By James Ingham
BBC News, Caracas
The first feature length film is about a Venezuelan revolutionary
Gabriela Medina-Herrera is a young film producer who clearly loves her job.
"It's amazing that something so beautiful is happening here," she says.
Here is the Villa del Cine, or Cinema City, a state-of-the-art production house that is changing the face of Venezuelan cinema and where Gabriela and hundreds of others are currently employed.
President Hugo Chavez wants to break what he calls "the dictatorship of Hollywood", using this new film factory to make movies that better reflect the values and beliefs he is promoting through his socialist revolution.
Perhaps unsurprisingly, the first feature length film to hit the screens focuses on one of his favourite revolutionaries.
Miranda Returns, which had its premiere on 11 October, tells the story of Francisco de Miranda, a soldier who led three revolutions and played a key part in events leading to Venezuela's declaration of independence from Spain in 1811.
This swashbuckling tale glorifies his struggle, drawing attention to Miranda's dream of a united South America.
It is appropriate material for Cinema City's big screen debut.
"This man's story is not known as it should be," says executive producer Thamara Bozo. "He was the precursor to our independence. We're trying to show what a fighter he was."
Those behind Venezuela's political revolution are keen to create a greater consciousness of the country's history and culture, something they believe has been ignored as a result of the dominance of the US.
Cinema City's productions will all reflect the values of the changes under President Chavez.
US actor Danny Glover is planning a film with Venezuelan backing
One of its future flagship films is being made by a big Hollywood name.
Danny Glover, best known for his role as a cop in the Lethal Weapon series, has made it clear he supports Mr Chavez.
The feeling is mutual. The president has pledged $18m (£8.7m) to a film Glover plans to make about the Haitian revolutionary leader Toussaint Louverture.
Final discussions are still underway, but the financial backing guarantees it will all be filmed in Venezuela, with great benefits promised.
"Not only does the telling of this inspirational story redress a major gap in our collective histories, but the process of making the film will do the same," the actor-cum-producer said recently.
"The positive impact will be felt in diverse communities from where cast and crew will be hired and trained."
But are all these revolutionary big screen antics just a form of propaganda?
Some independent film-makers would argue so.
A number of well-known figures in Venezuelan cinema expressed their anger at the president's lavish spending on a project they do not think is appropriate.
"More money is going to one film then we've had for all our films for years," says director Alfredo Anzola. "I don't think anyone was brave enough to tell the president it was a bad idea."
This veteran film-maker, a member of Venezuela's Association of Cinema Producers, is supportive of some of the government's ideas, but he is sceptical about Cinema City's role.

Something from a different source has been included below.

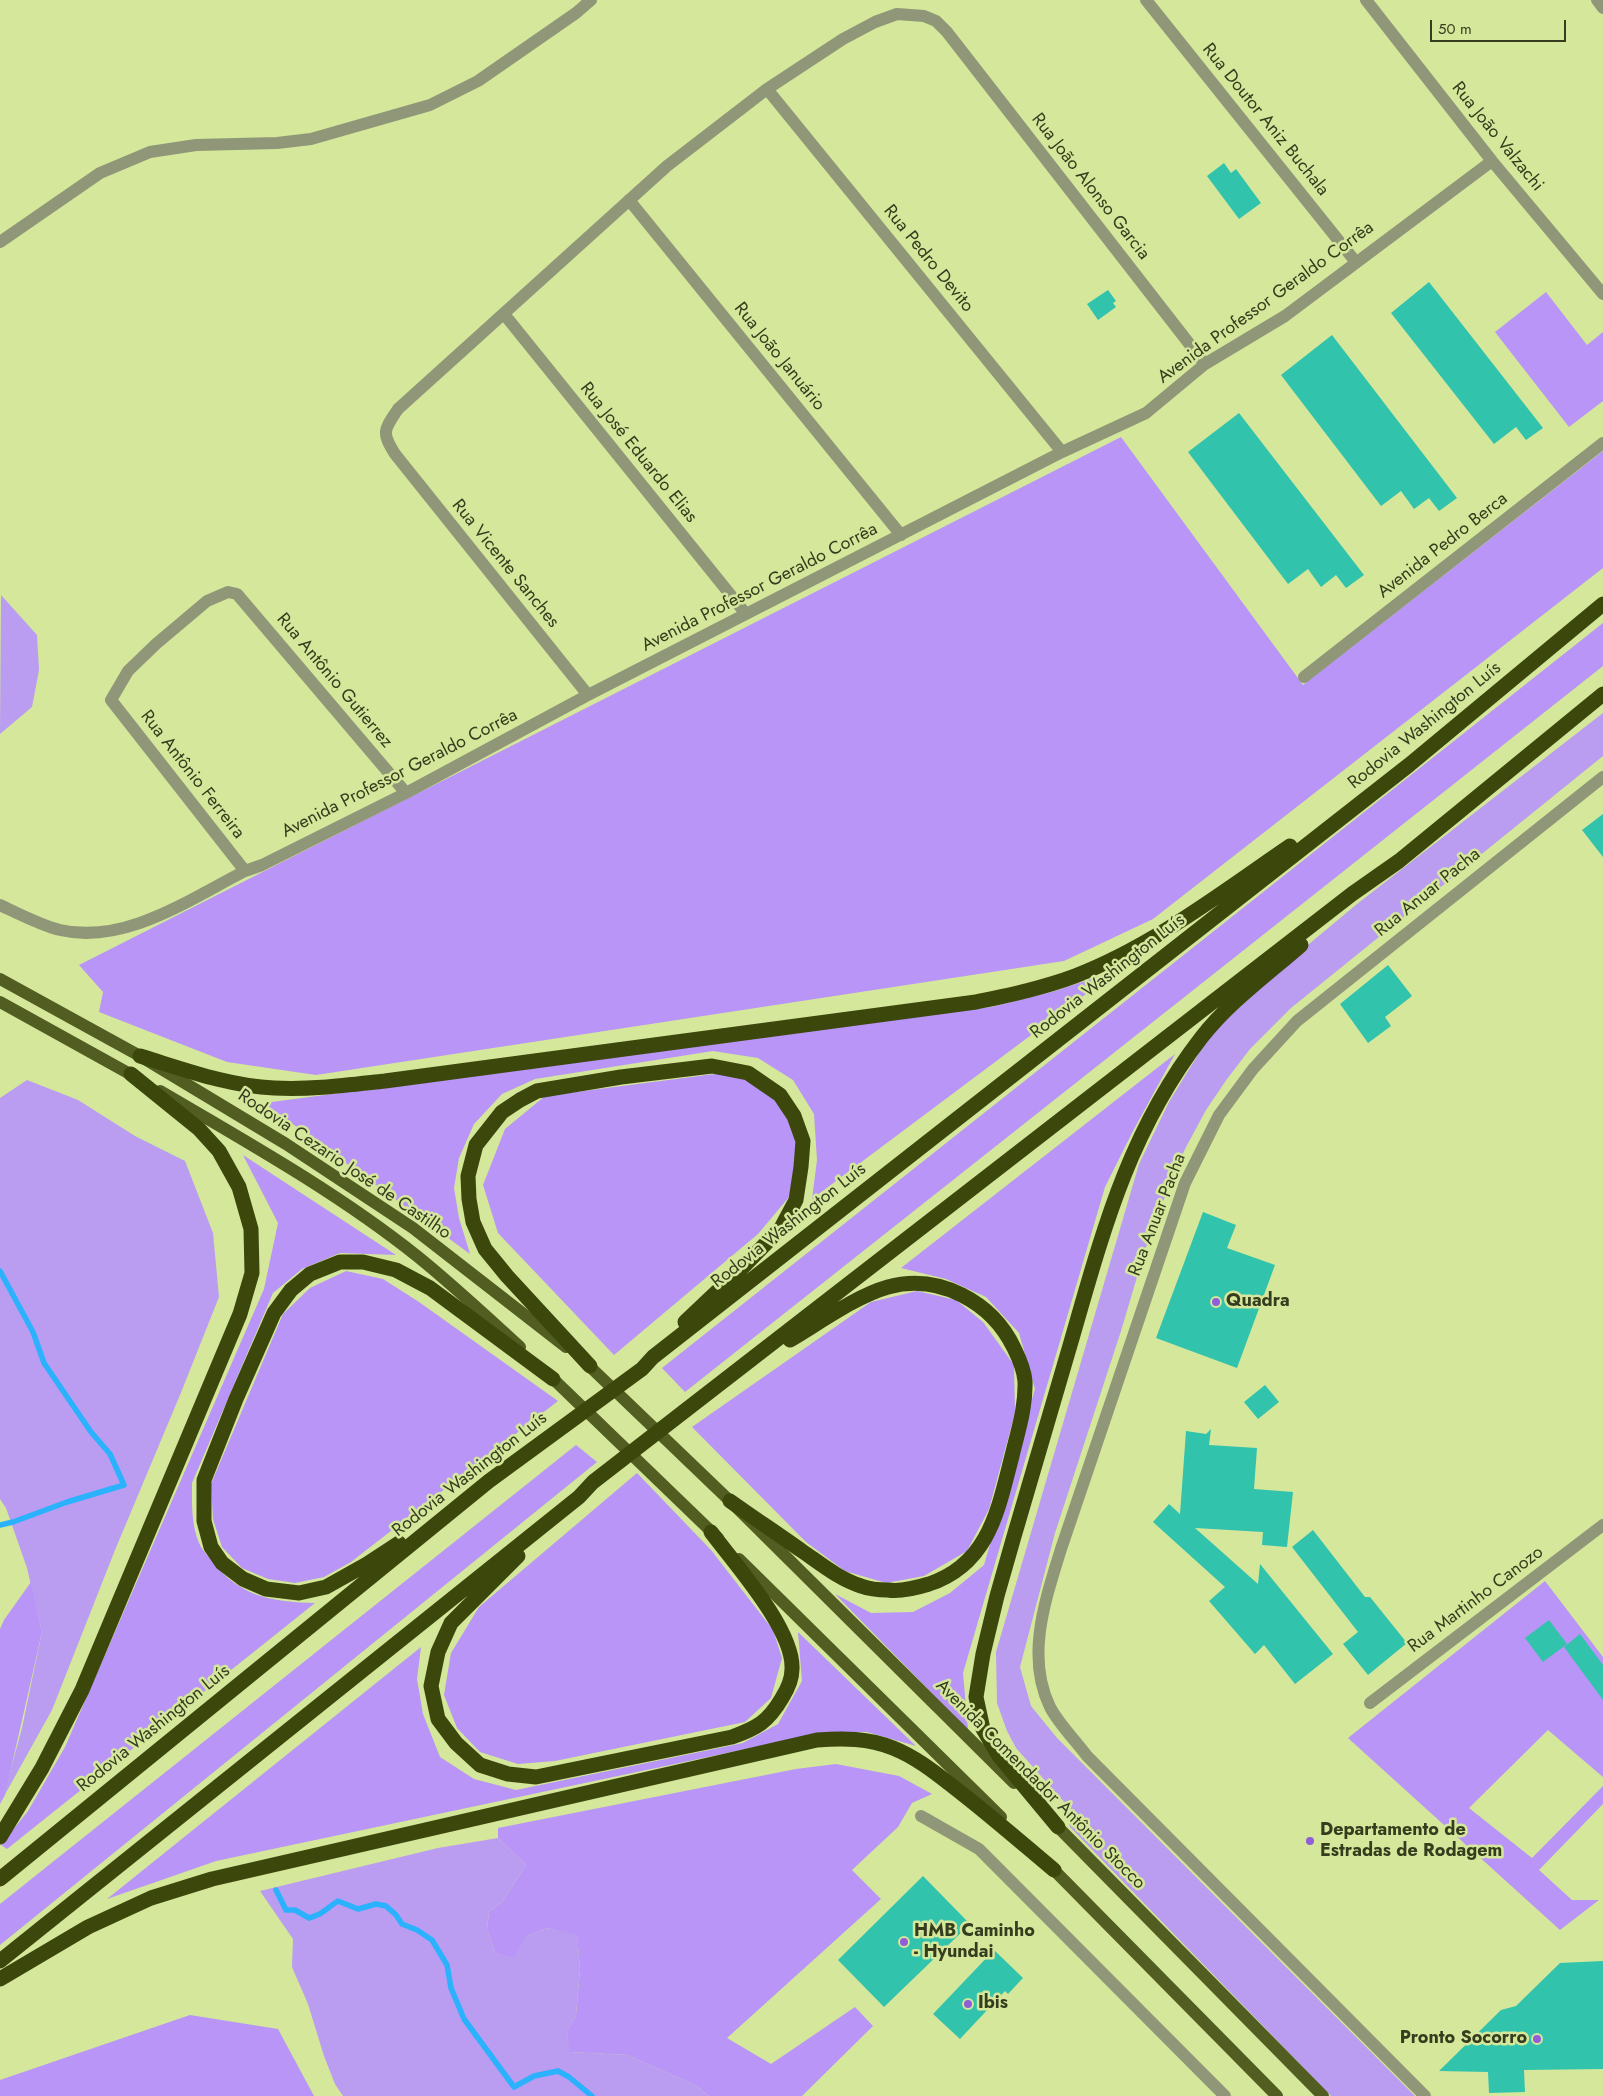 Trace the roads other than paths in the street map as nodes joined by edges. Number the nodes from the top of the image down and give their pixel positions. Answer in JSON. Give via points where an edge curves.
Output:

"I feel sure they want to make good films. What I don't like is that they'll only be the films they want to make. We fought for years to make films that were decided by the film community."
Film-makers seem torn between working for the state with its huge resources and opportunities, and making a stand against what they see as the erosion of independent art.
The government does not take criticism well and it has cut its links with a number of the artistic organisations that represent industry insiders.
Cinema City is a state-of-the art production house
Back at Cinema City though, these concerns do not seem to be shared by staff.
"There are so many people getting an opportunity to work in the industry who couldn't before," says Gabriela Medina-Herrera.
"I left Venezuela because I didn't think I could do anything in culture and art. Now I find I'm an important part. Everyone is."
Her bosses clearly know their objectives, but they deny there is any political pressure to make a certain type of film.
"We are looking to make good films, no matter what the script. We really want writers and directors to come to us with their ideas. If they're good, we'll support them" says executive director Marco Mondarain.
Other productions currently under way include a story of a young violinist torn between pursuing her talent and leaving her poor but loving family; a tongue-in-cheek comedy about a group of people trying to bring down a government; and a political thriller based on the life of anti-Castro militant Luis Posada Carriles who is accused of masterminding the 1976 bombing of a Cuban airliner in which 73 people died.
Miranda Returns - the start of a new era of Venezuelan cinema?
Walking around the studios, workshops, edit suites and offices on the Cinema City complex, it is clear there is a real buzz and a passion for what is being achieved.
Like much of what happens in Venezuela, it is a controversial project.
But, if the foundation's bosses are to be believed, then it will simply be good films that come to life, whatever the message.
Ultimately that has got to be good for Venezuelan cinema.